### What you will do
Scan the lines below and report each one containing "BROLLO" by copying it.
───── Material provided ─────
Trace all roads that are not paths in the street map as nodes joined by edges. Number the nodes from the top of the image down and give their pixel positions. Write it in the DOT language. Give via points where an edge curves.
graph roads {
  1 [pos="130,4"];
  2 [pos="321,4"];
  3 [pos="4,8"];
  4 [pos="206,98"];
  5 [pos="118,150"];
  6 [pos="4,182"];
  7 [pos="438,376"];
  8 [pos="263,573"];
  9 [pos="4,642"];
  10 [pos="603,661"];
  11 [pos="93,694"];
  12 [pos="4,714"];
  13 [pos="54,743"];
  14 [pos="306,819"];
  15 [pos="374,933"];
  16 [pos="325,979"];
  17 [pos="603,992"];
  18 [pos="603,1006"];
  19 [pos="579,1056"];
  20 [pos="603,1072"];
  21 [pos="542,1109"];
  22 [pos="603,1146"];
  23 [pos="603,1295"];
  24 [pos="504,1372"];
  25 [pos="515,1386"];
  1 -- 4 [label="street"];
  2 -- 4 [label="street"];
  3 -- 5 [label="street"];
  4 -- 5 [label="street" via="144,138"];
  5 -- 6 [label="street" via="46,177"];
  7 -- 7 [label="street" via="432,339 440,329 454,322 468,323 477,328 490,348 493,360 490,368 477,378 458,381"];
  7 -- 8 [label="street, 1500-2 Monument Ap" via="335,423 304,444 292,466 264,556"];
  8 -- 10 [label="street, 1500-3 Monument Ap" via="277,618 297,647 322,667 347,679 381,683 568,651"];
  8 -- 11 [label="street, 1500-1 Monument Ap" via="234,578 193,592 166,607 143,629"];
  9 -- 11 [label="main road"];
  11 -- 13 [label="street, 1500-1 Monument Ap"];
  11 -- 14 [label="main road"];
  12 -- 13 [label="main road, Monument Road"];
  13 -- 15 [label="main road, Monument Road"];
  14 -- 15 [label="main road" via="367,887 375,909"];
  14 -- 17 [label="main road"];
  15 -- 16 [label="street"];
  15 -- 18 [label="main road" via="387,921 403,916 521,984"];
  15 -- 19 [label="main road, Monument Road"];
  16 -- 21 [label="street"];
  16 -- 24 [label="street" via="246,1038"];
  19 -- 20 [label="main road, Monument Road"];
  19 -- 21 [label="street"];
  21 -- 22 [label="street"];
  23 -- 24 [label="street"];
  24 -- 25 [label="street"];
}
─────
───── Material provided ─────
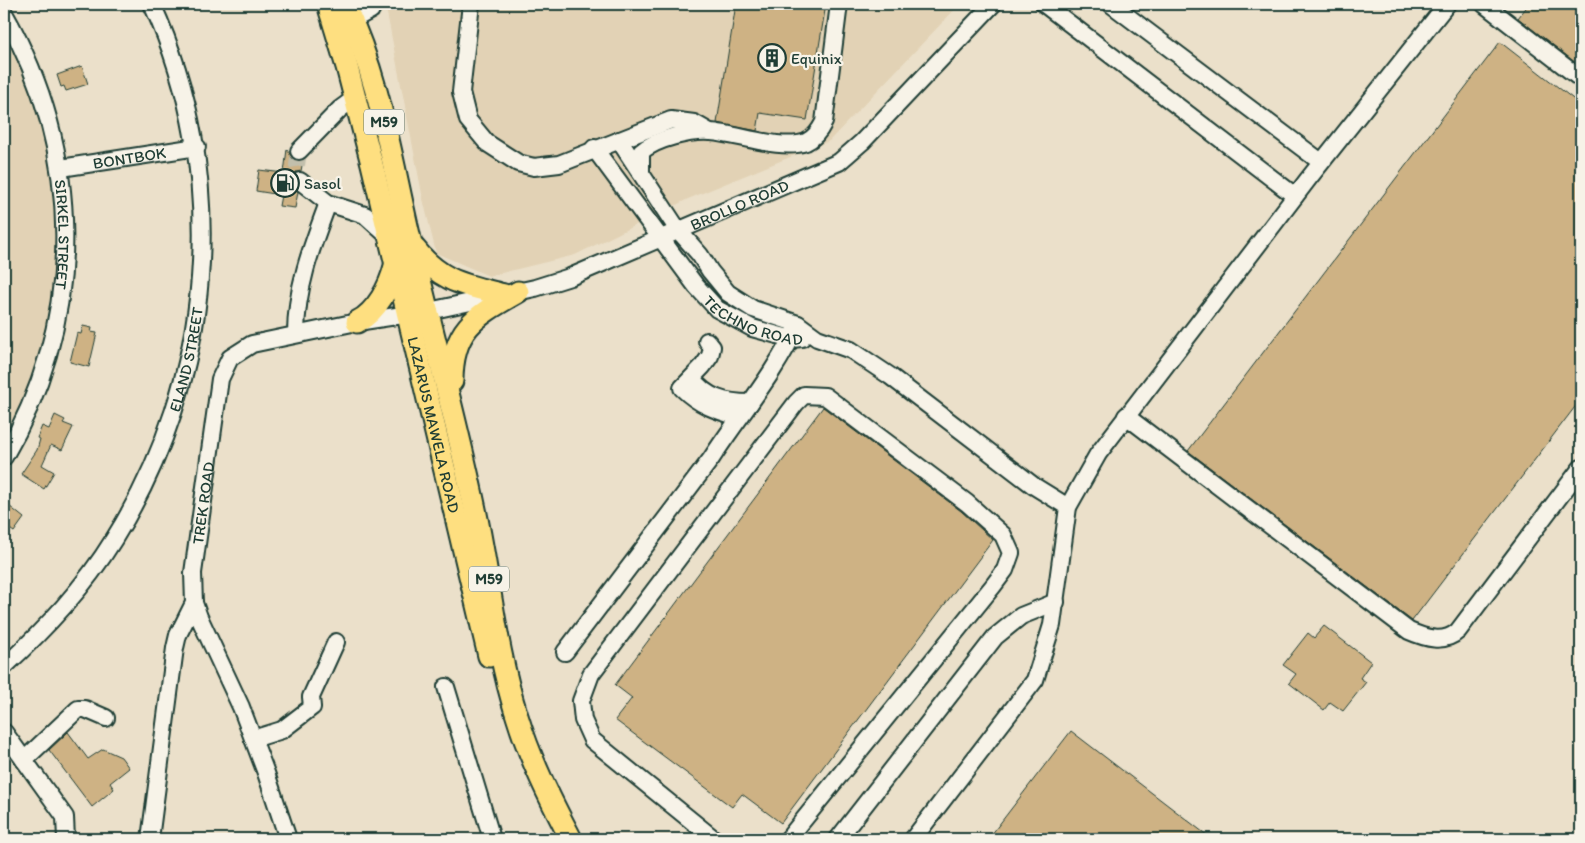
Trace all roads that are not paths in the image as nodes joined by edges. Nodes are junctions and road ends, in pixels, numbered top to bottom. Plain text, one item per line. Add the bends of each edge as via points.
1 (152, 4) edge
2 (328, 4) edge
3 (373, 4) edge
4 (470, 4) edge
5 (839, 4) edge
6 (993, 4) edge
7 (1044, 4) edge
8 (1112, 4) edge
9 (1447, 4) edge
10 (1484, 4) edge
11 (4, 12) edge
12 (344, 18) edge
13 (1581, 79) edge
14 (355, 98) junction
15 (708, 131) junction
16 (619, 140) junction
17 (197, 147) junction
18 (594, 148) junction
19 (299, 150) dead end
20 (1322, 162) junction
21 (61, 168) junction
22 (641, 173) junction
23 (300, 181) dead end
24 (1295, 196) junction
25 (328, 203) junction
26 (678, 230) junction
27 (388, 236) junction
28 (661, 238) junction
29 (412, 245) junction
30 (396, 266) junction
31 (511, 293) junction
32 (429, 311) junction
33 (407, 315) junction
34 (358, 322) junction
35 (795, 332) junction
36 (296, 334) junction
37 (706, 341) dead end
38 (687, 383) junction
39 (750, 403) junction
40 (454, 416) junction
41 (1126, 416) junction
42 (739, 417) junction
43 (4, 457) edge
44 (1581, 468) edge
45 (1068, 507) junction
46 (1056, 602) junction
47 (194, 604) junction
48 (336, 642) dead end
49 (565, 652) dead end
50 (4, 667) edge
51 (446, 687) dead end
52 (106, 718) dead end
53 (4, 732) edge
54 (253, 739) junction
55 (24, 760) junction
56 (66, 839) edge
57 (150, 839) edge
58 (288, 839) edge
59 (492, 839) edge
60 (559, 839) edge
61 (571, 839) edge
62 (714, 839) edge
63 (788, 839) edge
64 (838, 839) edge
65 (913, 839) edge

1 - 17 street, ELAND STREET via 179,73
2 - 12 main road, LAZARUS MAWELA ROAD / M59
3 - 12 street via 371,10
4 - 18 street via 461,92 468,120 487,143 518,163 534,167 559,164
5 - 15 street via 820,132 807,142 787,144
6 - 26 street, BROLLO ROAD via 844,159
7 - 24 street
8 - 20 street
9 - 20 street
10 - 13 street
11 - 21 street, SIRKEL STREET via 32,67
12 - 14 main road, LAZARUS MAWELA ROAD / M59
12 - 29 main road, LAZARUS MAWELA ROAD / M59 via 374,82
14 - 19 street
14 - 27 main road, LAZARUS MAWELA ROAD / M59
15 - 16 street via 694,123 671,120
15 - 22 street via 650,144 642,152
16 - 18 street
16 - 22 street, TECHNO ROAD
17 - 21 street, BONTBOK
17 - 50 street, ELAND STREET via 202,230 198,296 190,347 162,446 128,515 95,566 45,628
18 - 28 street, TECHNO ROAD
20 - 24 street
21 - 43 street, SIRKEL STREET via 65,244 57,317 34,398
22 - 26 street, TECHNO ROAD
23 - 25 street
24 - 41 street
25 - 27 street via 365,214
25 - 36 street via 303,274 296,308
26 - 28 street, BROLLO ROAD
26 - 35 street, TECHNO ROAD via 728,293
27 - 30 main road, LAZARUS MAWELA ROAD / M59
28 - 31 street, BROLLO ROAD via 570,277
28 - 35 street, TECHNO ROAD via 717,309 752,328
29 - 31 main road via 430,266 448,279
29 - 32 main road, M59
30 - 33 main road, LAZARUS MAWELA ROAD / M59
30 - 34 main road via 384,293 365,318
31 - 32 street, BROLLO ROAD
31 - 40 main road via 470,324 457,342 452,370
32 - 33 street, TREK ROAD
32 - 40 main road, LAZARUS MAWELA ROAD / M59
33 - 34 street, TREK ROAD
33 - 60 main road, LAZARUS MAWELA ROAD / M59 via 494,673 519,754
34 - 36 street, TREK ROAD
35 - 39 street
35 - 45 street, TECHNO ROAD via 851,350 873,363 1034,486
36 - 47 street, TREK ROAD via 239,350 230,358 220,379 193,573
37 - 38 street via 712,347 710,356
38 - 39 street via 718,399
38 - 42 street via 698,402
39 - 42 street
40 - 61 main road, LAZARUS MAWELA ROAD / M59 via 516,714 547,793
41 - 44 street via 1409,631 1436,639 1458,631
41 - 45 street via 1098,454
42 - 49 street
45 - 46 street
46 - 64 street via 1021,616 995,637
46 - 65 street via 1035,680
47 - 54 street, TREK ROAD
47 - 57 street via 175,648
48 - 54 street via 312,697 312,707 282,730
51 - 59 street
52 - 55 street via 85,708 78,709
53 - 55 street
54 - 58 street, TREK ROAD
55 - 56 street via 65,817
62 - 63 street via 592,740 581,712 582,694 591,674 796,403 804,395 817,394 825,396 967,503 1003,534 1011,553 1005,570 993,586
─────
### Expected output
6 - 26 street, BROLLO ROAD via 844,159
26 - 28 street, BROLLO ROAD
28 - 31 street, BROLLO ROAD via 570,277
31 - 32 street, BROLLO ROAD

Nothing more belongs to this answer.